Take the line that contains "Road topology of the picture" and all lines after it, up to and including the last line of the data, and write them out exactly; nothing else belongs in the answer.
:: MATERIAL TO PROCESS
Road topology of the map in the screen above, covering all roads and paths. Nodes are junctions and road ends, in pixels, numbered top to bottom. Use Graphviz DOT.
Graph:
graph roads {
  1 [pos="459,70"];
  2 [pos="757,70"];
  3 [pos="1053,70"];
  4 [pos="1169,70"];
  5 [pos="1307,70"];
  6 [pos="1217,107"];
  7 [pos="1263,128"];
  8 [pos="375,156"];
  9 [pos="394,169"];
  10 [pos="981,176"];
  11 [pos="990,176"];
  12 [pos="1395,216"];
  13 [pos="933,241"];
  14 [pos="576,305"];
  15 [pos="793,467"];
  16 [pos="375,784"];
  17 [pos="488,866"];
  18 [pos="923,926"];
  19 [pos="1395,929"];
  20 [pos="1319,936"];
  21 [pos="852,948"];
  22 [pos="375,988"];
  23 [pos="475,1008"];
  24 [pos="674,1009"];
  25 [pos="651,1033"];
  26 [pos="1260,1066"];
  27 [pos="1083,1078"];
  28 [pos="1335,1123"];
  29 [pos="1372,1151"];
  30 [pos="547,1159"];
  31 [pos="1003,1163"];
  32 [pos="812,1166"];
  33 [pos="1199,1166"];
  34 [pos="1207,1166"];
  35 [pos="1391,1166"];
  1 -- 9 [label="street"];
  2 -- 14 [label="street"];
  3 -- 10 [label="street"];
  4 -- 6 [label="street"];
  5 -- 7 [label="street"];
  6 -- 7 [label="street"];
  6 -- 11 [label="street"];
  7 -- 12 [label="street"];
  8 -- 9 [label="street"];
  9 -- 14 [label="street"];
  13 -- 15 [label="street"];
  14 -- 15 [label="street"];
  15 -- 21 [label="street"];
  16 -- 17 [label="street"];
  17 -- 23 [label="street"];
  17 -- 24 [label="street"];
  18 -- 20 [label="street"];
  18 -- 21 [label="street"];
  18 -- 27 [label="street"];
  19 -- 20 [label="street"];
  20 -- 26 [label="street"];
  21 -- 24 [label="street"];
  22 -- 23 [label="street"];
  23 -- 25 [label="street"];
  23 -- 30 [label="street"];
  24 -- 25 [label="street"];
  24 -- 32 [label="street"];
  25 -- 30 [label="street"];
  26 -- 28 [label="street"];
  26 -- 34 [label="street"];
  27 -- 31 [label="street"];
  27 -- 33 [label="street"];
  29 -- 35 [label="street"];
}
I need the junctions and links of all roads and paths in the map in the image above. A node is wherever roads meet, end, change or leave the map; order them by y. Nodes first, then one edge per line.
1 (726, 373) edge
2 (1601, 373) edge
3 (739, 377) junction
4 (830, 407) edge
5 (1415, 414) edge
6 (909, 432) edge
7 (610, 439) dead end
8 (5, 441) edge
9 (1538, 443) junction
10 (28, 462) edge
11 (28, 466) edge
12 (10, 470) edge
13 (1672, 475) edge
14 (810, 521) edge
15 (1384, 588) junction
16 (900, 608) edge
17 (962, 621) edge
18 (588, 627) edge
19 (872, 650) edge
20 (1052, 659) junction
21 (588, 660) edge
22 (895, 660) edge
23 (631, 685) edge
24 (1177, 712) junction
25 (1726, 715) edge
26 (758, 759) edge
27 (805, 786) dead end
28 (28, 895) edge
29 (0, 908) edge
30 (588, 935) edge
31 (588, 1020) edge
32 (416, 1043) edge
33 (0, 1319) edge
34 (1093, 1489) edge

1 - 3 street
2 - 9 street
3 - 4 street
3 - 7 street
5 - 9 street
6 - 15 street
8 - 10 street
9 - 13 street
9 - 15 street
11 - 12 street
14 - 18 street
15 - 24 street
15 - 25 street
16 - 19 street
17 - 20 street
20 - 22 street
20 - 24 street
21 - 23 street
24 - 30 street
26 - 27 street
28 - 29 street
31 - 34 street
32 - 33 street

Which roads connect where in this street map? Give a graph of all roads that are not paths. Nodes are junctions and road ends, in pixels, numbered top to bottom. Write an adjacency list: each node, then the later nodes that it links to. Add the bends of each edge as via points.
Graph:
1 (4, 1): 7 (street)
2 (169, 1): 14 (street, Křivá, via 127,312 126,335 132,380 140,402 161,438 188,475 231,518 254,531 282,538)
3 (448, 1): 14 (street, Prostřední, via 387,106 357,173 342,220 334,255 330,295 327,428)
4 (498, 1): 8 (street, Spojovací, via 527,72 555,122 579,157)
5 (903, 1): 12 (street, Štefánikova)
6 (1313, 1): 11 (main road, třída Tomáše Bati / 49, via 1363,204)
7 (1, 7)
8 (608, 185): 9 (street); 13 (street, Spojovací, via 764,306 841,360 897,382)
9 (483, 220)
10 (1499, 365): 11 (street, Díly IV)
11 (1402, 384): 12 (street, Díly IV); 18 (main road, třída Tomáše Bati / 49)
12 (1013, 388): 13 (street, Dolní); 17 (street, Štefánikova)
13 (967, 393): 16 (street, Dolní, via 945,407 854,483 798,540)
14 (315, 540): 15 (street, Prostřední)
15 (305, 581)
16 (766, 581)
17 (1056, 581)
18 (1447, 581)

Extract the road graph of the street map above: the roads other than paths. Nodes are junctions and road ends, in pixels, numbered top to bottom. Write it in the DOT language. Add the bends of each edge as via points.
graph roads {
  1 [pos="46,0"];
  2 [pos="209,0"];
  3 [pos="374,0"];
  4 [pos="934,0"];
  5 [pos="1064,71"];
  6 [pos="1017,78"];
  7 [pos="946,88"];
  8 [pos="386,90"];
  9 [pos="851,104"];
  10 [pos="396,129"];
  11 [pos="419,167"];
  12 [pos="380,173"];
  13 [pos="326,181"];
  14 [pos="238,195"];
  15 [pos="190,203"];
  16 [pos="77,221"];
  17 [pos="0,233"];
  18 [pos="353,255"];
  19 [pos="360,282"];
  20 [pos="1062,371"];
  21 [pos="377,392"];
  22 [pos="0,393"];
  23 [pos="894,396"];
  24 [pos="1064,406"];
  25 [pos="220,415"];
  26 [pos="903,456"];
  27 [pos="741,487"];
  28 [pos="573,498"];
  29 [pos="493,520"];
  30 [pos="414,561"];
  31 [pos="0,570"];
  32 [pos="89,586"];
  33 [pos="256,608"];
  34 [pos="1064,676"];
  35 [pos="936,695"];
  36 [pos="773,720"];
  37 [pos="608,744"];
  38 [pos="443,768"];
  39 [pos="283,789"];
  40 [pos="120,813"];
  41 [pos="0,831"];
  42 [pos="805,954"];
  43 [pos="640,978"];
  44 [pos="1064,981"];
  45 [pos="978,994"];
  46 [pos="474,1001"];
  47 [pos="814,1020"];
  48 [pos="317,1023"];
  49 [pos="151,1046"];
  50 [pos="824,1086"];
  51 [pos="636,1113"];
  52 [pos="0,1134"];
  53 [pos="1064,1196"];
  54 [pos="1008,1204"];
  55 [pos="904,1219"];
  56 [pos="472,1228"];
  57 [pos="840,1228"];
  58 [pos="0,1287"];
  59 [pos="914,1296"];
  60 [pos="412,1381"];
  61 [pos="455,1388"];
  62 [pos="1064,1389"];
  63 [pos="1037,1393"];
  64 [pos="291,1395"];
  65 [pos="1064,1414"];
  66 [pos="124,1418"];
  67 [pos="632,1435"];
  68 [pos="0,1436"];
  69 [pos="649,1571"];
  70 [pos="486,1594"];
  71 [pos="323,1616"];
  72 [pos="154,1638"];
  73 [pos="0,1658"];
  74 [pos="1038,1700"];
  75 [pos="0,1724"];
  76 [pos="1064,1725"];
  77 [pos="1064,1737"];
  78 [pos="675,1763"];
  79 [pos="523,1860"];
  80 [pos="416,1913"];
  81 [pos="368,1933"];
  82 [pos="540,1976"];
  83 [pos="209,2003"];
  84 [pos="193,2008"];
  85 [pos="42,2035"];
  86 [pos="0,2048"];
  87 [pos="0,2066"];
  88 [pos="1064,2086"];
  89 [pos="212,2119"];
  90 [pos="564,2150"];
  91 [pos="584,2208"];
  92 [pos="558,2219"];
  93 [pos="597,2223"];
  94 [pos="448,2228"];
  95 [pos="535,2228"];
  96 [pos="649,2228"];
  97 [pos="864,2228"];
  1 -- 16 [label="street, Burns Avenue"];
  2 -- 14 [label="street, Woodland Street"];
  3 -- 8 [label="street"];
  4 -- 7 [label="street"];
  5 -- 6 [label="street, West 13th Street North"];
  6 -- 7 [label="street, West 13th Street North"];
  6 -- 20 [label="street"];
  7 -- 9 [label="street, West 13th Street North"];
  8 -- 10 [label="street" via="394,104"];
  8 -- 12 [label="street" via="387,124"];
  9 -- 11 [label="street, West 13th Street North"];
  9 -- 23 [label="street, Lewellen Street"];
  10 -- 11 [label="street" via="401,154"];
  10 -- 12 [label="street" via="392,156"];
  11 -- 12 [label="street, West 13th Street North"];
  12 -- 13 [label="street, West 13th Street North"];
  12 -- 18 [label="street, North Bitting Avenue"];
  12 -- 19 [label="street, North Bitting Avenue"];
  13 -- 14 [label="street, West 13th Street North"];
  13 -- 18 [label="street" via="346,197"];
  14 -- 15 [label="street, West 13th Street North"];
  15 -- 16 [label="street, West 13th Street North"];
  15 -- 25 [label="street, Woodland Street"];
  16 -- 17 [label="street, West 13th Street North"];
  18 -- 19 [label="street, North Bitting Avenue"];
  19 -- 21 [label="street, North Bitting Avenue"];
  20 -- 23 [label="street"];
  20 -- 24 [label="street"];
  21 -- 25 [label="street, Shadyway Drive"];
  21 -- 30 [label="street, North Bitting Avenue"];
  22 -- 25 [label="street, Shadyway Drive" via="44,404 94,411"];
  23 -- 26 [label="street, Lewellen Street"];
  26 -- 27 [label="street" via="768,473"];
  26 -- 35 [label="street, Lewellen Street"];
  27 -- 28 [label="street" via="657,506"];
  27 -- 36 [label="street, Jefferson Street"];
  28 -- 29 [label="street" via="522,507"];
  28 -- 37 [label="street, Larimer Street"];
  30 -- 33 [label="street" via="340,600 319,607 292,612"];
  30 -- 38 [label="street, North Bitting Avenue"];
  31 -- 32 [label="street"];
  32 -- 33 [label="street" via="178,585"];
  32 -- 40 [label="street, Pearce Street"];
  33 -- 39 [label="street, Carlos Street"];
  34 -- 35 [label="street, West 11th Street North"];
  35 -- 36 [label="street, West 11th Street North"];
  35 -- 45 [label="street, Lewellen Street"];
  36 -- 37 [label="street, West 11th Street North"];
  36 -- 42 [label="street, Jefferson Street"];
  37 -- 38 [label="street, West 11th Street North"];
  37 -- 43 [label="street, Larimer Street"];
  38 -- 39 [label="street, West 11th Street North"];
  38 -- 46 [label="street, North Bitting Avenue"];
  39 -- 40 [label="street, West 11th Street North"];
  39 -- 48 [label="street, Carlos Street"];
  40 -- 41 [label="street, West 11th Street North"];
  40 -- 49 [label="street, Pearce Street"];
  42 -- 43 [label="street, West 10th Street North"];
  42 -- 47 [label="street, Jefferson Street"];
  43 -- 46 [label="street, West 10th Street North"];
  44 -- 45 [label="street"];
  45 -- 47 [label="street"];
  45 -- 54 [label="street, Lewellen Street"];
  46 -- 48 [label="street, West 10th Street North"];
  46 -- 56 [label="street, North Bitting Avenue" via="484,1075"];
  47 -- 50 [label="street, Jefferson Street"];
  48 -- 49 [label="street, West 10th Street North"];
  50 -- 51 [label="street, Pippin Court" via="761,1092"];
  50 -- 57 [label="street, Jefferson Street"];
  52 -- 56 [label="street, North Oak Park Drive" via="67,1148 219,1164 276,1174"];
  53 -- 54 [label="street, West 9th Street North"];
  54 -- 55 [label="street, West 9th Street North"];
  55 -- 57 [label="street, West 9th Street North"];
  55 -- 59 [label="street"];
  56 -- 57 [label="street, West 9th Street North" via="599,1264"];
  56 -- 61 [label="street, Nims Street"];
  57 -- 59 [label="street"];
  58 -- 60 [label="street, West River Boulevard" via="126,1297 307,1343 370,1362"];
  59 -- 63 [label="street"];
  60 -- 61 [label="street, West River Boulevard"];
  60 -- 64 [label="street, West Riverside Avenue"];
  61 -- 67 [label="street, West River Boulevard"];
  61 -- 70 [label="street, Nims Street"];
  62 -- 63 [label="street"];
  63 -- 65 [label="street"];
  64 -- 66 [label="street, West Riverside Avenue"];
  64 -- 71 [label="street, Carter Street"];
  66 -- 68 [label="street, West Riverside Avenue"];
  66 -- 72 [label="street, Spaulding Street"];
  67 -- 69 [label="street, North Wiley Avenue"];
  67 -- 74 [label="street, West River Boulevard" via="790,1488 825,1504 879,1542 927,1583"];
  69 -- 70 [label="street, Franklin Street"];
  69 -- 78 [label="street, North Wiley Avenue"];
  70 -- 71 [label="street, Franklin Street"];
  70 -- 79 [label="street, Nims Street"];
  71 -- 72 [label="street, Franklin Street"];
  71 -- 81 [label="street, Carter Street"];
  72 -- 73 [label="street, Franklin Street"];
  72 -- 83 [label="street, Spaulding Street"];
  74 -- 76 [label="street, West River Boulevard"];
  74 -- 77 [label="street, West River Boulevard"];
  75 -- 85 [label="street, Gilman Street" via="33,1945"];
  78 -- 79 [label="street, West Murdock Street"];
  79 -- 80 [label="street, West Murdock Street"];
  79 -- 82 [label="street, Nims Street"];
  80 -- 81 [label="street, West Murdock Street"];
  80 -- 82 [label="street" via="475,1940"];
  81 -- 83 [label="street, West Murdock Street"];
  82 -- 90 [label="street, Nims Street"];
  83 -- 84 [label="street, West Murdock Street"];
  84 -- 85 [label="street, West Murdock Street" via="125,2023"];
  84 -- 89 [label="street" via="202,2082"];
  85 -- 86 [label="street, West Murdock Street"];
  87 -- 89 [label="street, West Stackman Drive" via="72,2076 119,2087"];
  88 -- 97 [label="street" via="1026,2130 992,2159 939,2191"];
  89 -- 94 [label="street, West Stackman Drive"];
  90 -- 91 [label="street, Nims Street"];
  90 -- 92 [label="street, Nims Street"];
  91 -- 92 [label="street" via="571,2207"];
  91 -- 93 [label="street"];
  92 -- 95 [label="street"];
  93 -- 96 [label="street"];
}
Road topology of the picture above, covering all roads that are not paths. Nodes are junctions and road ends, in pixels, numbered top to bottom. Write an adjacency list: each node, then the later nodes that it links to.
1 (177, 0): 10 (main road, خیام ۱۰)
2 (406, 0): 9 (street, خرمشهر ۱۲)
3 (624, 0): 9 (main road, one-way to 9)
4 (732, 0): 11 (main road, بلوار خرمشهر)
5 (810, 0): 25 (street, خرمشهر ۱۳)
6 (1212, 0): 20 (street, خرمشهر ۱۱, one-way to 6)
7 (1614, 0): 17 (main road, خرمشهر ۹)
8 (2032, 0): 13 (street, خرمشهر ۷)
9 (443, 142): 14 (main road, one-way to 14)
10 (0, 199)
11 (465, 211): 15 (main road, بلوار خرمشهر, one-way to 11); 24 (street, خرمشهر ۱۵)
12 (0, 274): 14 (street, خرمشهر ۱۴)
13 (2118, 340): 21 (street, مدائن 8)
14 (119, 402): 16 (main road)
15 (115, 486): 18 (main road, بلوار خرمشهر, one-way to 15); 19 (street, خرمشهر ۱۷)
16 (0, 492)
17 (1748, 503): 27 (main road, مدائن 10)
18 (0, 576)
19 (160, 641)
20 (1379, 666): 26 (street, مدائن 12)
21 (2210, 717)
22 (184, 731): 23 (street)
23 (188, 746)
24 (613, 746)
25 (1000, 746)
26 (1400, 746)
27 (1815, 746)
::::
OUTPUT FOR THIS EXERCISE:
Road topology of the picture above, covering all roads that are not paths. Nodes are junctions and road ends, in pixels, numbered top to bottom. Write an adjacency list: each node, then the later nodes that it links to.
1 (177, 0): 10 (main road, خیام ۱۰)
2 (406, 0): 9 (street, خرمشهر ۱۲)
3 (624, 0): 9 (main road, one-way to 9)
4 (732, 0): 11 (main road, بلوار خرمشهر)
5 (810, 0): 25 (street, خرمشهر ۱۳)
6 (1212, 0): 20 (street, خرمشهر ۱۱, one-way to 6)
7 (1614, 0): 17 (main road, خرمشهر ۹)
8 (2032, 0): 13 (street, خرمشهر ۷)
9 (443, 142): 14 (main road, one-way to 14)
10 (0, 199)
11 (465, 211): 15 (main road, بلوار خرمشهر, one-way to 11); 24 (street, خرمشهر ۱۵)
12 (0, 274): 14 (street, خرمشهر ۱۴)
13 (2118, 340): 21 (street, مدائن 8)
14 (119, 402): 16 (main road)
15 (115, 486): 18 (main road, بلوار خرمشهر, one-way to 15); 19 (street, خرمشهر ۱۷)
16 (0, 492)
17 (1748, 503): 27 (main road, مدائن 10)
18 (0, 576)
19 (160, 641)
20 (1379, 666): 26 (street, مدائن 12)
21 (2210, 717)
22 (184, 731): 23 (street)
23 (188, 746)
24 (613, 746)
25 (1000, 746)
26 (1400, 746)
27 (1815, 746)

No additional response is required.